Renkli filmin kullanılmaya başlandığı 1940'lı yıllardan itibaren film materyallerinin renk duyarlılığı beyaz tenli insanlara göre ayarlanmıştır. İnsanın ten renginin çıplak gözle yansıtılması için referans alınan kartlar beyaz tenli insanlara göre hesaplanmış, Latin, melez ve siyahilerin "renklerini" doğru yansıtan kartların kullanılmaya başlanması 90'lı yılları bulmuş. Ancak ilginç olan şu ki, bu durumun sorgulanmaya başlaması politik görüşlerden değil tamamen ticarî sebeplerden. Farklı renklerdeki ev eşyalarının, sütlü çikolatayla bitter çikolatanın renklerinin nüanslarının belli olmamasından şikayet eden firmaların talepleri doğrultusunda düzeltmeler gerçekleştirilmiş. Göl'ün deyimiyle aktarırsak: "Diğer bir deyişle pelikülün ırkçılığının giderilmeye başlanması, ırkçılık karşıtı bir kazanım olmaktan ziyade, özünde kapitalist ekonominin ve reklam sektörünün gereksinimleri doğrultusunda şekilleniyor."

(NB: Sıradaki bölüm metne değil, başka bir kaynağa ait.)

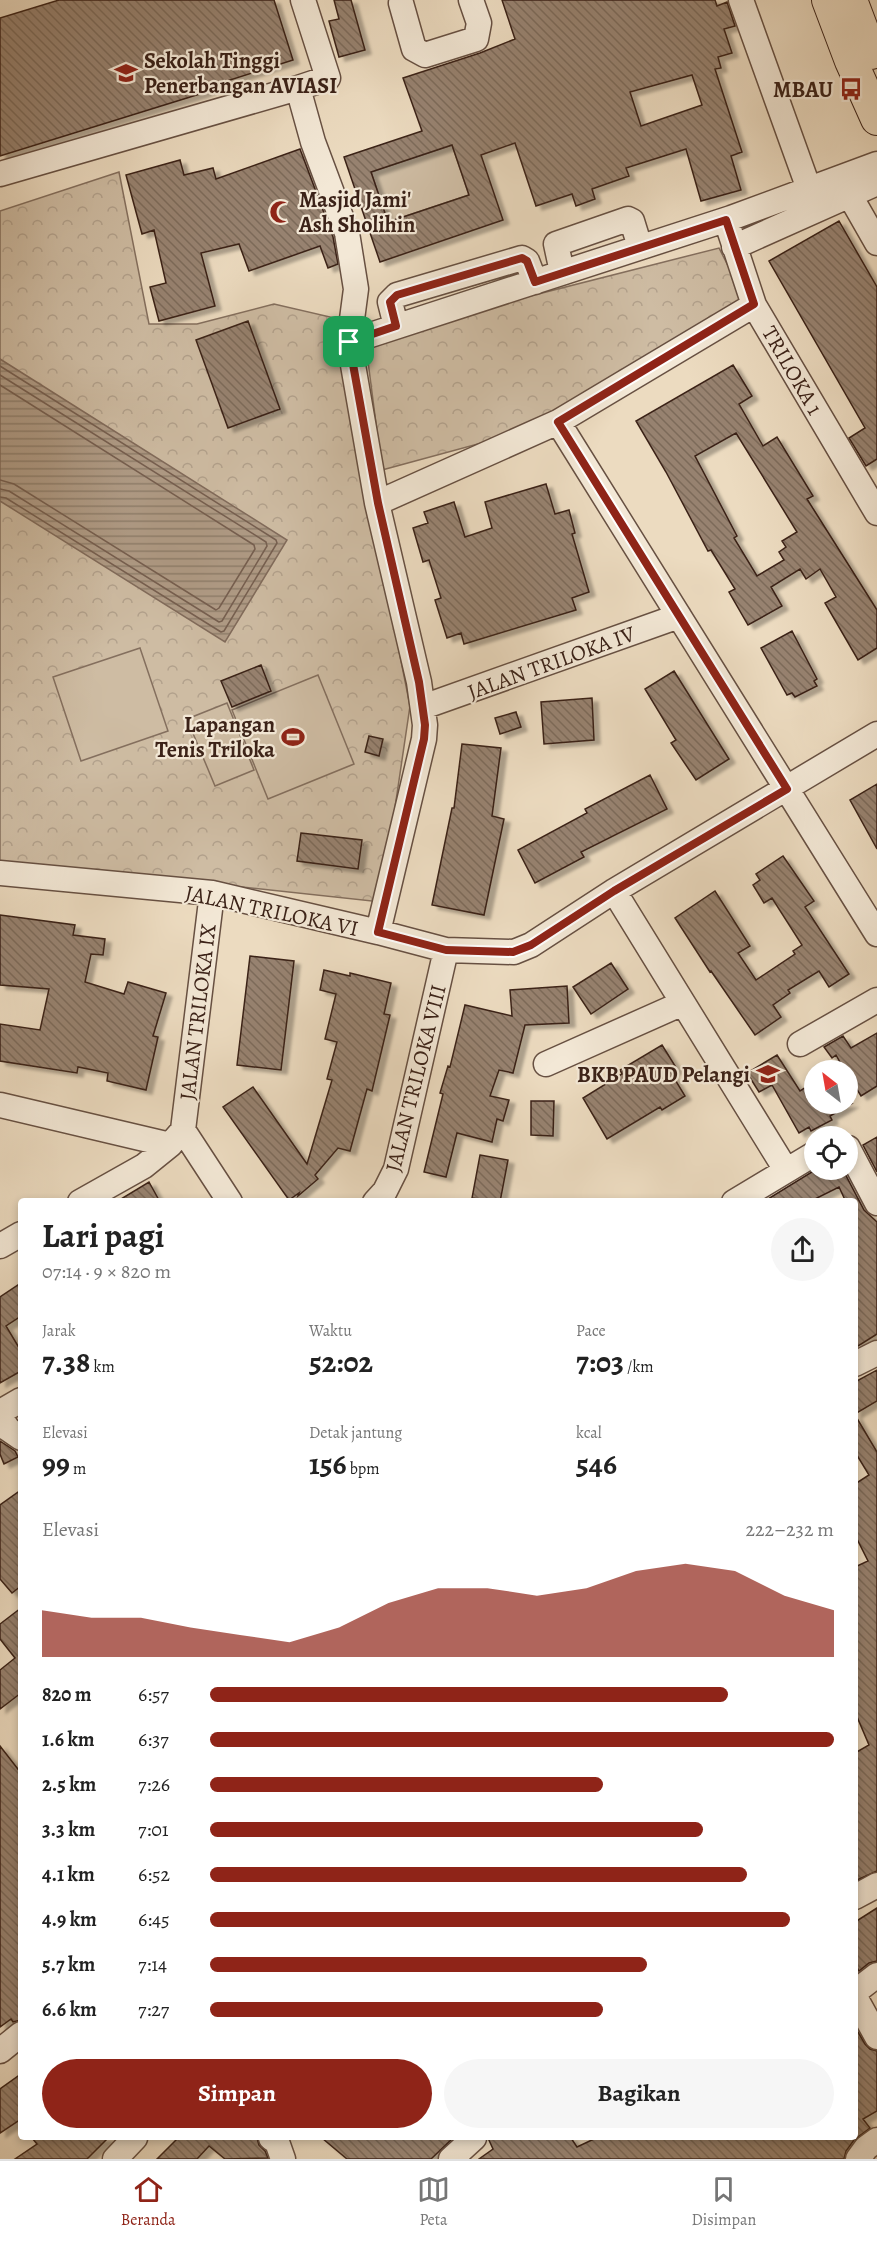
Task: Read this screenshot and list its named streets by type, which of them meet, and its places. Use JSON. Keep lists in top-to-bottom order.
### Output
{
  "streets": {
    "street": [
      "TRILOKA 1",
      "JALAN TRILOKA IV",
      "JALAN TRILOKA VI",
      "JALAN TRILOKA IX",
      "JALAN TRILOKA VIII"
    ]
  },
  "crossings": [
    ["JALAN TRILOKA VI", "JALAN TRILOKA IX"],
    ["JALAN TRILOKA VI", "JALAN TRILOKA VIII"]
  ],
  "places": {
    "school or university": ["Sekolah Tinggi Penerbangan AVIASI", "BKB PAUD Pelangi"],
    "bus stop": ["MBAU"],
    "mosque": ["Masjid Jami' Ash Sholihin"],
    "sports": ["Lapangan Tenis Triloka"]
  },
  "north": "top left",
  "page": {
    "heading": ["Lari pagi", "07:14 · 9 × 820 m"],
    "stats": [
      ["Jarak", "7.38 km"],
      ["Waktu", "52:02"],
      ["Pace", "7:03 /km"],
      ["Elevasi", "99 m"],
      ["Detak jantung", "156 bpm"],
      ["kcal", "546"]
    ],
    "chart": ["Elevasi", "222–232 m"],
    "list": [
      {
        "name": "820 m",
        "note": "6:57"
      },
      {
        "name": "1.6 km",
        "note": "6:37"
      },
      {
        "name": "2.5 km",
        "note": "7:26"
      },
      {
        "name": "3.3 km",
        "note": "7:01"
      },
      {
        "name": "4.1 km",
        "note": "6:52"
      },
      {
        "name": "4.9 km",
        "note": "6:45"
      },
      {
        "name": "5.7 km",
        "note": "7:14"
      },
      {
        "name": "6.6 km",
        "note": "7:27"
      }
    ],
    "buttons": ["Simpan", "Bagikan"],
    "tabs": ["Beranda", "Peta", "Disimpan"]
  }
}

Sözlük editörleri Senem Aytaç ve Fırat Yücel amaçlarına dair şunları aktarıyor: "Umarız ki bu sözlük size, sinemanın gelmişi, geçmişi ve geleceği arasındaki sınırları unutturacak; tarih yazımına bugüne kadar egemen olmuş beyaz, sömürgeci, heteroseksüel, eril sesten özgürleşen başka başka anlatılara kapı aralayacak." Ana akımın dışına çıktığımızda görebileceğimiz örnekler sinemanın dünyayı anlamakta aslında ne kadar önemli bir araç olduğunu da ortaya koyuyor. Tabii ki, sadece önümüze sunulana değil, başka tarihlere de bakarak.
Altyazı ekibi Dünya Sinema Sözlüğü'nde sadece Türkiye'de değil dünya sinema yazınında da zor üretilebilecek bir işe soyunmuş. Umarız ki hem bu sözlük İngilizce'ye çevrilip dünyada da dolaşıma girer, hem de ekip Türkiye ve dünya sinemasının unutulmuş, geride bırakılmış maddelerine dair yeni sözlüklerle karşımıza gelir.